Exercise goal. Take the entries below and reproduce them word for word.

** Opening Material for this exercise block **

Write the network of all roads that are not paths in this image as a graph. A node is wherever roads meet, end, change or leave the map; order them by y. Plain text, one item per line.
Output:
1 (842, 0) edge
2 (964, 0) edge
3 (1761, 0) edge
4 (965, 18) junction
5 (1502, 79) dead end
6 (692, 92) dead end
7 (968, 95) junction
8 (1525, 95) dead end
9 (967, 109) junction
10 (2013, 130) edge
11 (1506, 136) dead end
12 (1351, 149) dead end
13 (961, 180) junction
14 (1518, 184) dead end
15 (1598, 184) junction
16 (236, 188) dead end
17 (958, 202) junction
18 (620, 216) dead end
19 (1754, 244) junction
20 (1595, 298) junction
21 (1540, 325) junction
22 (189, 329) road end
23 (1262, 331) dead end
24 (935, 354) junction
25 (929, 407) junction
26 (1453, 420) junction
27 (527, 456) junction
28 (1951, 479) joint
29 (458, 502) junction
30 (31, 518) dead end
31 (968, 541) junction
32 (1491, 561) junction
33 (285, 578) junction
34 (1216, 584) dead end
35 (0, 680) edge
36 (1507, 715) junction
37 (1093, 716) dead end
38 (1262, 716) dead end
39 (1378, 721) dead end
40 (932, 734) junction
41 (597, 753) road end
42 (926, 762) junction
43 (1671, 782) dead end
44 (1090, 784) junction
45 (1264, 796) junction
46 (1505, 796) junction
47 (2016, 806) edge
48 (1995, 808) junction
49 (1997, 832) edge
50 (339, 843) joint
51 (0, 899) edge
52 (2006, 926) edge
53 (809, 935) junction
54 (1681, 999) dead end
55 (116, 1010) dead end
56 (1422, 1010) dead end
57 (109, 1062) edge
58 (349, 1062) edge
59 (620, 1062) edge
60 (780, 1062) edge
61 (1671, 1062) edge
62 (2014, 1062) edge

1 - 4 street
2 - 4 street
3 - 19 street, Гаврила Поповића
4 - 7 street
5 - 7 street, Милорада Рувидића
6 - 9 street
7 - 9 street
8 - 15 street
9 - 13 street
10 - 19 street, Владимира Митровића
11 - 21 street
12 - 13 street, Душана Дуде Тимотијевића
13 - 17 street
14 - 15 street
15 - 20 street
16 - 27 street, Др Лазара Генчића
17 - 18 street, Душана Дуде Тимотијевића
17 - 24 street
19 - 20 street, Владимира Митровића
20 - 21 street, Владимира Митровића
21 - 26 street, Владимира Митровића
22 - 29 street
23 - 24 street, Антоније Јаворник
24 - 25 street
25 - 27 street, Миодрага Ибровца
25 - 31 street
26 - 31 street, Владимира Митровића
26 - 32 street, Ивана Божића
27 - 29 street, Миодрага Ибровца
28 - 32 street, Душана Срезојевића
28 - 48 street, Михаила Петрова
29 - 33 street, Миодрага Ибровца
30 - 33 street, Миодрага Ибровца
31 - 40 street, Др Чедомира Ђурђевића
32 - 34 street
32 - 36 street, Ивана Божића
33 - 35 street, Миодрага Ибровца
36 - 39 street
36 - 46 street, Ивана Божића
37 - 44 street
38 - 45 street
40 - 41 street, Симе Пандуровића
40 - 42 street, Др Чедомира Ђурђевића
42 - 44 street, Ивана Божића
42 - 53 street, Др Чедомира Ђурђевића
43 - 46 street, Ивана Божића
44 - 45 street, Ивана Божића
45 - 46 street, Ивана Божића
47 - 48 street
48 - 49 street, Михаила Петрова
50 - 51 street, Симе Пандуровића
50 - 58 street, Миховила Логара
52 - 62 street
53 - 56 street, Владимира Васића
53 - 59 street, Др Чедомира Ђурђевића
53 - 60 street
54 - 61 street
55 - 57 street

** Closing Material for this exercise block **

Written reply.
Write the network of all roads that are not paths in this image as a graph. A node is wherever roads meet, end, change or leave the map; order them by y. Plain text, one item per line.
Output:
1 (842, 0) edge
2 (964, 0) edge
3 (1761, 0) edge
4 (965, 18) junction
5 (1502, 79) dead end
6 (692, 92) dead end
7 (968, 95) junction
8 (1525, 95) dead end
9 (967, 109) junction
10 (2013, 130) edge
11 (1506, 136) dead end
12 (1351, 149) dead end
13 (961, 180) junction
14 (1518, 184) dead end
15 (1598, 184) junction
16 (236, 188) dead end
17 (958, 202) junction
18 (620, 216) dead end
19 (1754, 244) junction
20 (1595, 298) junction
21 (1540, 325) junction
22 (189, 329) road end
23 (1262, 331) dead end
24 (935, 354) junction
25 (929, 407) junction
26 (1453, 420) junction
27 (527, 456) junction
28 (1951, 479) joint
29 (458, 502) junction
30 (31, 518) dead end
31 (968, 541) junction
32 (1491, 561) junction
33 (285, 578) junction
34 (1216, 584) dead end
35 (0, 680) edge
36 (1507, 715) junction
37 (1093, 716) dead end
38 (1262, 716) dead end
39 (1378, 721) dead end
40 (932, 734) junction
41 (597, 753) road end
42 (926, 762) junction
43 (1671, 782) dead end
44 (1090, 784) junction
45 (1264, 796) junction
46 (1505, 796) junction
47 (2016, 806) edge
48 (1995, 808) junction
49 (1997, 832) edge
50 (339, 843) joint
51 (0, 899) edge
52 (2006, 926) edge
53 (809, 935) junction
54 (1681, 999) dead end
55 (116, 1010) dead end
56 (1422, 1010) dead end
57 (109, 1062) edge
58 (349, 1062) edge
59 (620, 1062) edge
60 (780, 1062) edge
61 (1671, 1062) edge
62 (2014, 1062) edge

1 - 4 street
2 - 4 street
3 - 19 street, Гаврила Поповића
4 - 7 street
5 - 7 street, Милорада Рувидића
6 - 9 street
7 - 9 street
8 - 15 street
9 - 13 street
10 - 19 street, Владимира Митровића
11 - 21 street
12 - 13 street, Душана Дуде Тимотијевића
13 - 17 street
14 - 15 street
15 - 20 street
16 - 27 street, Др Лазара Генчића
17 - 18 street, Душана Дуде Тимотијевића
17 - 24 street
19 - 20 street, Владимира Митровића
20 - 21 street, Владимира Митровића
21 - 26 street, Владимира Митровића
22 - 29 street
23 - 24 street, Антоније Јаворник
24 - 25 street
25 - 27 street, Миодрага Ибровца
25 - 31 street
26 - 31 street, Владимира Митровића
26 - 32 street, Ивана Божића
27 - 29 street, Миодрага Ибровца
28 - 32 street, Душана Срезојевића
28 - 48 street, Михаила Петрова
29 - 33 street, Миодрага Ибровца
30 - 33 street, Миодрага Ибровца
31 - 40 street, Др Чедомира Ђурђевића
32 - 34 street
32 - 36 street, Ивана Божића
33 - 35 street, Миодрага Ибровца
36 - 39 street
36 - 46 street, Ивана Божића
37 - 44 street
38 - 45 street
40 - 41 street, Симе Пандуровића
40 - 42 street, Др Чедомира Ђурђевића
42 - 44 street, Ивана Божића
42 - 53 street, Др Чедомира Ђурђевића
43 - 46 street, Ивана Божића
44 - 45 street, Ивана Божића
45 - 46 street, Ивана Божића
47 - 48 street
48 - 49 street, Михаила Петрова
50 - 51 street, Симе Пандуровића
50 - 58 street, Миховила Логара
52 - 62 street
53 - 56 street, Владимира Васића
53 - 59 street, Др Чедомира Ђурђевића
53 - 60 street
54 - 61 street
55 - 57 street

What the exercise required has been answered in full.